La France et le Phénomène migratoire

Publié le par Barack Baréma Bocoum

La migration est un phénomène universel que l’on trouve partout et en tout temps avec une intensité variable. Toutes les régions du monde ont eu, à un moment de leur histoire, recours à la migration dans le cadre de leur processus de développement.

Actuellement, les mouvements migratoires constituent une question politique majeure tant en France reconnue comme un pays d’immigration que dans les pays d’origine des migrants en provenance particulièrement des pays en développement.

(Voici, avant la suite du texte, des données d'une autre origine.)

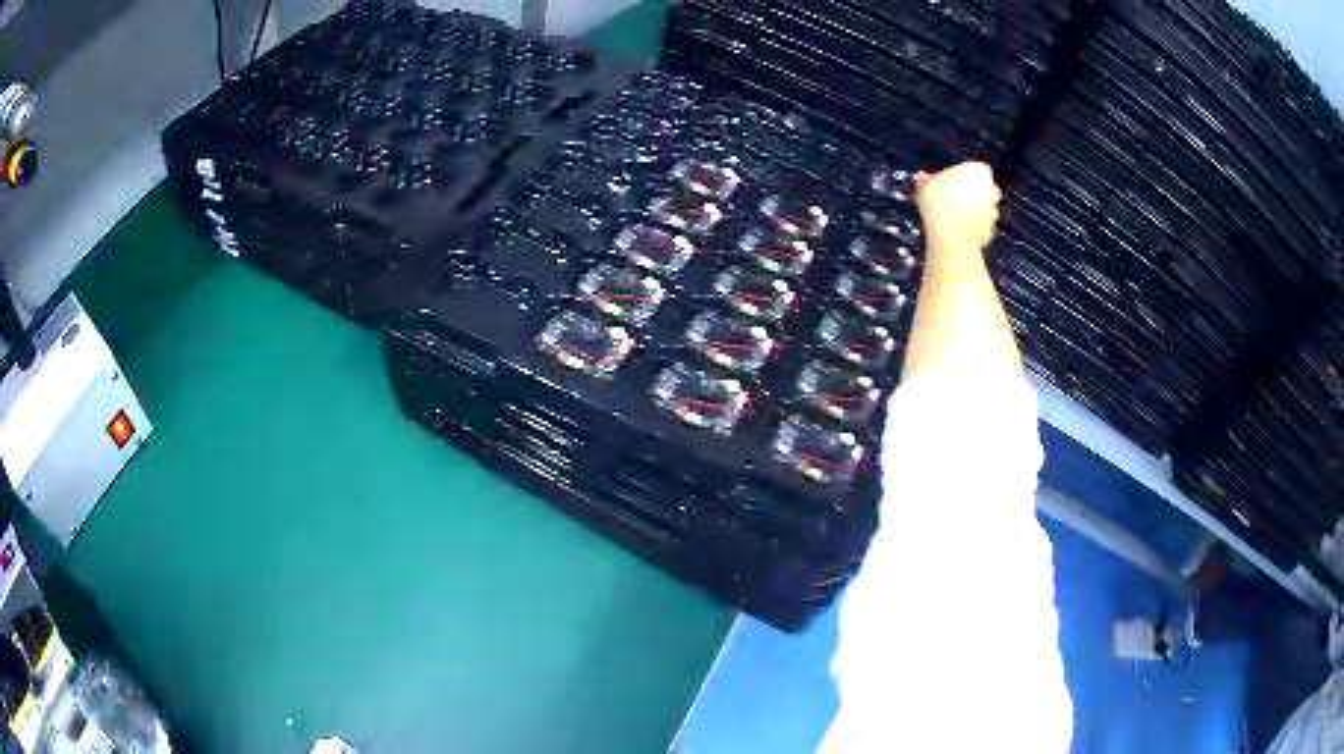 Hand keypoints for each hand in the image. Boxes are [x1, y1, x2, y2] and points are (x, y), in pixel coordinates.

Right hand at [914, 162, 1002, 252]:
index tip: (945, 181)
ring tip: (948, 215)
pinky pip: (979, 225)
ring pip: (981, 207)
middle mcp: (991, 189)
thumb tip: (922, 179)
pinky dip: (970, 227)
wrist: (951, 236)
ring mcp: (992, 211)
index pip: (973, 168)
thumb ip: (926, 180)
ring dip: (969, 210)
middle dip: (967, 193)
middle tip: (947, 198)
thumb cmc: (941, 206)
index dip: (958, 175)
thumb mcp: (925, 185)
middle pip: (981, 188)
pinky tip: (954, 228)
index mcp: (979, 170)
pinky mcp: (990, 231)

Si l’on se penche sur la situation actuelle de la France, les sénégalais et les maliens viennent en tête des contingents africains présents.

  Toutefois,l’immigration est à la fois un facteur de rapprochement des peuples et un moyen d’enrichissement et de développement social et économique.

Ainsi, avec la mondialisation qui rend le phénomène migratoire inéluctable, le volume des migrations internationales a fortement augmenté et il est prévu qu’il augmentera à l’avenir.De fait, Les migrants sont présents dans toutes les régions du monde.

  A cet effet, il ne s’agit plus de l’endiguer mais plutôt de l’organiser et de lui donner un visage humain.

Par exemple, le phénomène migratoire est vécu avec un intérêt particulier au Mali qui est à la fois un pays d’immigration c'est-à-dire une terre de rencontres, de brassages, d’ethnies, de religions et de cultures  mais aussi, un pays d’émigration c'est-à-dire de départ d’une partie non négligeable de sa population vers d’autres cieux.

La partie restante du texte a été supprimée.